Problem to solve
Write out the stretch of lines below that begins at the line with "index tip: (1048, 751)" and ends at the line with "ring mcp: (361, 119)", including both, exactly as given and nothing more.

Data items
──────────────────────────────

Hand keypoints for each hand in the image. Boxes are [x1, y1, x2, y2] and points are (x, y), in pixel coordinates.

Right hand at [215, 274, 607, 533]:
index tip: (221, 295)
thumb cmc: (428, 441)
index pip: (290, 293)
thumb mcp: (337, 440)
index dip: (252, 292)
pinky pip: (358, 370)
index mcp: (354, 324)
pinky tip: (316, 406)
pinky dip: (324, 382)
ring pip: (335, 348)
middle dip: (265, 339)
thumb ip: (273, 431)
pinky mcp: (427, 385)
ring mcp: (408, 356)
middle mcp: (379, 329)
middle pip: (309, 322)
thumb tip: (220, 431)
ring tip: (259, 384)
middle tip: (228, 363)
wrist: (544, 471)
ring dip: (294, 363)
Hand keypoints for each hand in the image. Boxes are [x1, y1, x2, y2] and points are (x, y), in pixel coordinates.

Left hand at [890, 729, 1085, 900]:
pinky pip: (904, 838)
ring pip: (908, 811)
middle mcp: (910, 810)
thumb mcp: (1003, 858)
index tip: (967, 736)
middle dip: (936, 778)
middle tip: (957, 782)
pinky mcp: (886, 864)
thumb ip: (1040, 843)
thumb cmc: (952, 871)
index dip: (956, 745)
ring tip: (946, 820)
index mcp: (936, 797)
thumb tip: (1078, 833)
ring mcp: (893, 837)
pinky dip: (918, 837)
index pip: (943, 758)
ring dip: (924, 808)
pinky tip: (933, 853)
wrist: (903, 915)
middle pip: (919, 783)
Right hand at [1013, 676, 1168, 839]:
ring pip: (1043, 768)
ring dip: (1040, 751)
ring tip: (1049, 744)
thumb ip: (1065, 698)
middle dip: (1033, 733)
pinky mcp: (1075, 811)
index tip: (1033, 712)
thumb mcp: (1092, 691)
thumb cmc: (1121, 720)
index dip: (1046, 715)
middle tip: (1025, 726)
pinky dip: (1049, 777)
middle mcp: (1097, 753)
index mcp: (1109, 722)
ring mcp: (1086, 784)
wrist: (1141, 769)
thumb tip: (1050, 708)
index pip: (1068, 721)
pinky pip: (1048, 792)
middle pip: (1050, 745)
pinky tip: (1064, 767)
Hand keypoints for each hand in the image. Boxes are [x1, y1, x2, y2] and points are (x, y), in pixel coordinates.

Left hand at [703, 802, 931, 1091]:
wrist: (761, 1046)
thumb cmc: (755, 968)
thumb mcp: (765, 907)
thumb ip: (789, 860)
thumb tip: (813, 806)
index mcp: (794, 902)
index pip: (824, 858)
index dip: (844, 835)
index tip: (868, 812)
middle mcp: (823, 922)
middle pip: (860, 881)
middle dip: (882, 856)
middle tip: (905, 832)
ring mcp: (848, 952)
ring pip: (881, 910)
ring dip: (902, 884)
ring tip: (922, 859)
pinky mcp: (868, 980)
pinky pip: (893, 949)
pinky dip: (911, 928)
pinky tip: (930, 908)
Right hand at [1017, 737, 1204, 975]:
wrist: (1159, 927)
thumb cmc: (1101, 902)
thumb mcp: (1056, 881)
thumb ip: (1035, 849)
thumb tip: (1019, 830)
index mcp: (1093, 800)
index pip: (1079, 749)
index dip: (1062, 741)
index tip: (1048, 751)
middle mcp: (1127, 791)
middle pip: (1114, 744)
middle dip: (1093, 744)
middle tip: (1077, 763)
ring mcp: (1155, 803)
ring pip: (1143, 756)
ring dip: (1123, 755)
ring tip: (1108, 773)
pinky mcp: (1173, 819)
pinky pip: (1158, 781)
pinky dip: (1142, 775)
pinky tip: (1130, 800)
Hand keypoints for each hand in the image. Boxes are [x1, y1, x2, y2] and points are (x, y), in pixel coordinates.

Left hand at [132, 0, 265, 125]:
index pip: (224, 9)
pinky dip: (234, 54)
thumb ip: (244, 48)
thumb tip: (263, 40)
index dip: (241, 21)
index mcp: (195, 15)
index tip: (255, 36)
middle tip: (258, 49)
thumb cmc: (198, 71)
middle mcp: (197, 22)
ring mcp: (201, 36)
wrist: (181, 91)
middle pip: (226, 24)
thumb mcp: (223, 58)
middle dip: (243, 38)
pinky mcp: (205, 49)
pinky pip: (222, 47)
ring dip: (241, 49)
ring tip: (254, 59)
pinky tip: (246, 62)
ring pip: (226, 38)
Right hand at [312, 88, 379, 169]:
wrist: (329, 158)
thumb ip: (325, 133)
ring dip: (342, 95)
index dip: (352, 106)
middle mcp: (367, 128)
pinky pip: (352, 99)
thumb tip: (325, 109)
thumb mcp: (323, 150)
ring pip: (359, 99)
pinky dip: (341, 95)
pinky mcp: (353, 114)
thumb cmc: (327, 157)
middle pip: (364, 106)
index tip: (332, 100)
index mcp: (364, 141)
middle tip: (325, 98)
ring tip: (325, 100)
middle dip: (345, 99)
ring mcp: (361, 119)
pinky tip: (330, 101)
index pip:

──────────────────────────────

Response for this exercise
index tip: (1048, 751)
middle mcp: (1127, 791)
middle pip: (1114, 744)
middle dip: (1093, 744)
middle tip: (1077, 763)
ring mcp: (1155, 803)
ring pip: (1143, 756)
ring dip: (1123, 755)
ring tip: (1108, 773)
pinky mcp: (1173, 819)
pinky pip: (1158, 781)
pinky dip: (1142, 775)
pinky tip: (1130, 800)
Hand keypoints for each hand in the image. Boxes are [x1, y1, x2, y2] and points are (x, y), in pixel coordinates.

Left hand at [132, 0, 265, 125]:
index pip: (224, 9)
pinky dip: (234, 54)
thumb ip: (244, 48)
thumb tip: (263, 40)
index dip: (241, 21)
index mcp: (195, 15)
index tip: (255, 36)
middle tip: (258, 49)
thumb cmc: (198, 71)
middle mcp: (197, 22)
ring mcp: (201, 36)
wrist: (181, 91)
middle pip: (226, 24)
thumb mcp: (223, 58)
middle dip: (243, 38)
pinky mcp: (205, 49)
pinky pip: (222, 47)
ring dip: (241, 49)
ring tip: (254, 59)
pinky tip: (246, 62)
ring pip: (226, 38)
Right hand at [312, 88, 379, 169]:
wrist: (329, 158)
thumb ip: (325, 133)
ring dip: (342, 95)
index dip: (352, 106)
middle mcp: (367, 128)
pinky pip: (352, 99)
thumb tip: (325, 109)
thumb mcp: (323, 150)
ring pip: (359, 99)
pinky dip: (341, 95)
pinky mcp: (353, 114)
thumb cmc: (327, 157)
middle pip: (364, 106)
index tip: (332, 100)
index mcp: (364, 141)
middle tip: (325, 98)
ring tip: (325, 100)
middle dip: (345, 99)
ring mcp: (361, 119)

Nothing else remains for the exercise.